# Doors to Paint



## NuView Painting (Sep 25, 2007)

Im using SW Promar 200 oil on the trim, they are living in the house no shed no extra space to spray the doors..the inside will be complete tomorrow for the exception of the doors.. whats the best way to do them take them outside and spray them ... or hang them back on the hinges and roll them out.. I wanted to spray them but i wont have a place to let them dry over night...also have some lover doors to repaint...give me your insight..thanks


----------



## Rich (Apr 26, 2007)

are these new doors? or are you just repainting? 
what style of doors? flat or with panels?


----------



## Workaholic (Apr 17, 2007)

It sounds like you have your answer, no place to spray, and not enough time to let dry. Sounds like it's time to go old school and do em by hand.


----------



## Kelly Painting (Apr 17, 2007)

Inside... roll on hinges.....I keep old hinges just for that purpose.
Throw them on... and paint over them.


----------



## Rich (Apr 26, 2007)

speaking of that...anyone use those hinge covers? they look like they'd actually work


----------



## NuView Painting (Sep 25, 2007)

They are existing louvered doors 
and new top and bottom panel doors..
i was brain storming and think im gonna line up all the doors and paint the hinge side all at once... let them tack up then hang them in place and roll them out.....fricking rain killing me..i was gonna whiten his lawn...lol


----------



## Tmrrptr (May 4, 2007)

Build a tent in a room, use fans to duct it outside, spray with hvlp.
It works!
r


----------



## Zip (Apr 18, 2007)

*Geeezzzeee*

Never ceases to amaze me the number of painters now days that can't simply do a brush job....or were they bidded to cheaply. How many doors?.....or should I ask how long it takes you to do a door with a brush?


----------



## Tmrrptr (May 4, 2007)

*guilty*



Zip said:


> Never ceases to amaze me the number of painters now days that can't simply do a brush job....


Hello Zip,

OK, I'll admit to that... I can do well, but not like some of the old school guys laying down alkyd products of days gone by.
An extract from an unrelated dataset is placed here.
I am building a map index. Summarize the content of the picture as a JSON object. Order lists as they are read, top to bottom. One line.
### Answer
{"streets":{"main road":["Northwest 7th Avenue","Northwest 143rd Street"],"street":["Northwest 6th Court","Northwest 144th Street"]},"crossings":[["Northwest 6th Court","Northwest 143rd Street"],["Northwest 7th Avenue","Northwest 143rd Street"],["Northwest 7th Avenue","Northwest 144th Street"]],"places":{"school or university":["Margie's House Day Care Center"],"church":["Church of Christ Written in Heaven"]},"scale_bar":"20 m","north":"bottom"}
I would plead for a little bit of lenience for a cuple reasons, though.

We really appreciate water cleanup of the new products, but they just won't level out when hand tooled like that old leaded paint.
It can be 115 during our summer painting season here...
Our clients actually complain about handtool marks. They have said it looks "ropey." They expect a machine finish on everything, cookie cutter kids and a perfect husband/trophy wife.

We try flotrol type products, dedicated brushes, and mohair rollers, and they all do well, but I'd just as soon carry in the hvlp and build a tent quickly. We use LOTS of plastic!
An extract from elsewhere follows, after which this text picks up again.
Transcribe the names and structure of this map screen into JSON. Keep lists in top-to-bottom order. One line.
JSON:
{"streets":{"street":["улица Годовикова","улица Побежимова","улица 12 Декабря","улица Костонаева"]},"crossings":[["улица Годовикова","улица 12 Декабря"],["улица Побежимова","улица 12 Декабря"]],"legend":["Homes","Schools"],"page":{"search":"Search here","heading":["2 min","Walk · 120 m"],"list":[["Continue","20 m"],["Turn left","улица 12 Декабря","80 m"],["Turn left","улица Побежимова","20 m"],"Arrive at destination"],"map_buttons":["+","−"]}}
Elsewhere someone said he could do a door w brush & mohair in 12 minutes and I believe it. In some cases we do so, not that quick, but I guess I've just gotten into spraying whenever possible.
r


----------



## NuView Painting (Sep 25, 2007)

....well after talking to him more...hes gonna give up the garage so i can spray them...Im gonna make 2 lines of 8 real tight together and like Tmrrptr said im gonna build a tent i have enuff plastic to cover the whole Gulf Coast..BLUE TARPS from Katrina.....and no they dont want that brush look even thou i can get it very close.. also Im a spray freak .. I spray every thing I can..that Titan is where my profit comes from...SO I gonna use it.....thanks for all yall comments


----------



## art (Dec 22, 2007)

Rich said:


> speaking of that...anyone use those hinge covers? they look like they'd actually work


yes, i have used the hinge covers they work great


----------



## FoilEffects (Dec 19, 2007)

Better question why oil? SW ProMar 200? SW makes a waterbased product which is more costly but IMO is much better. Try ProClassic and add a little Flotrol to it for better flow. It goes on like oil, easier to work with and best of all it is self leveling just like oil.


----------



## FoilEffects (Dec 19, 2007)

I forgot, with limited space you should simply brush and roll your doors and the ProClassic will definaly become your best friend.


----------